This code provides the backend for the BabyLM Challenge's evaluation pipeline.
We provide support for zero-shot evaluations on BLiMP, as well as scripts for fine-tuning HuggingFace-based models on GLUE and MSGS tasks.
We also provide a Colab demo of the evaluation pipeline as a demonstration of how to use the code.
If you have questions about or suggestions for this code, please open an issue and consider joining our Slack. We also welcome pull requests!
To install dependencies, run this:
git clone https://github.com/babylm/evaluation-pipeline
cd evaluation-pipeline
pip install -e ".[dev]"
pip install torch==1.11.0+cu113 torchvision==0.12.0+cu113 torchaudio==0.11.0 --extra-index-url https://download.pytorch.org/whl/cu113
If your GPU is compatible with CUDA 10, replace all instances of cu113
with cu102
.
We provide versions of BLiMP, GLUE, and MSGS which have been filtered according to the vocabulary of the strict-small
dataset. We filter for examples where each word has appeared in our training set at least twice.

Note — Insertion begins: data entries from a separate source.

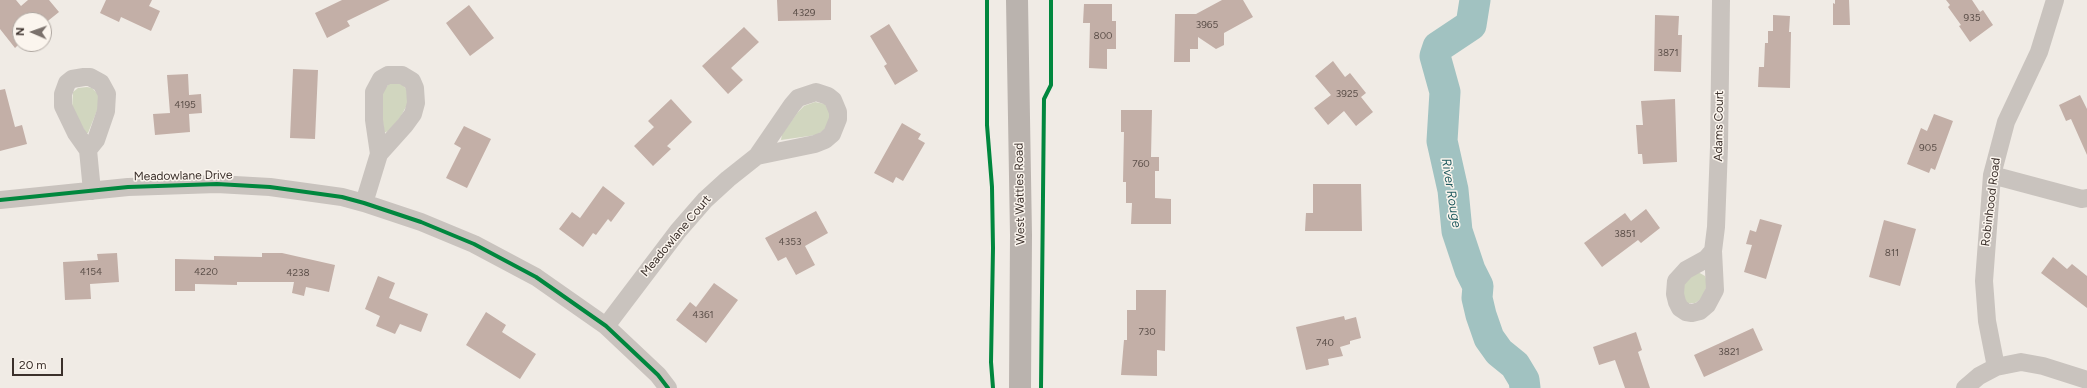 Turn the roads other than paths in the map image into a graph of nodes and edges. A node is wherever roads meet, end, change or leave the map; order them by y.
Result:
1 (1017, 0) edge
2 (1721, 0) edge
3 (2055, 0) edge
4 (88, 150) dead end
5 (379, 154) dead end
6 (757, 156) dead end
7 (1992, 175) junction
8 (92, 191) junction
9 (0, 200) edge
10 (2085, 200) edge
11 (364, 203) junction
12 (1714, 251) dead end
13 (606, 326) junction
14 (1996, 367) junction
15 (2087, 380) edge
16 (668, 388) edge
17 (1020, 388) edge
18 (1965, 388) edge

1 - 17 street, West Wattles Road
2 - 12 street, Adams Court
3 - 7 street, Robinhood Road
4 - 8 street
5 - 11 street
6 - 13 street, Meadowlane Court
7 - 10 street
7 - 14 street, Robinhood Road
8 - 9 street, Meadowlane Drive
8 - 11 street, Meadowlane Drive
11 - 13 street, Meadowlane Drive
13 - 16 street, Meadowlane Drive
14 - 15 street
14 - 18 street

Unzip the dataset into the root directory of this repository: unzip filter_data.zip
.
To evaluate a model on zero-shot tasks like BLiMP and the held-out BLiMP supplement tasks:
python babylm_eval.py 'path/to/model_and_tokenizer' 'model_type'
Where model_type
is one of "encoder", "decoder" or "encoder-decoder".
To fine-tune and evaluate a model on tasks that require fine-tuning, like the (Super)GLUE tasks or held-out MSGS tasks:
./finetune_all_tasks.sh 'path/to/model_and_tokenizer'
This script contains hyperparameter defaults that should work for a variety of model sizes, architectures, and tasks. You may adjust these hyperparameters as you wish, though we ask that you submit the best hyperparmeter settings in a README file if you don't use the defaults.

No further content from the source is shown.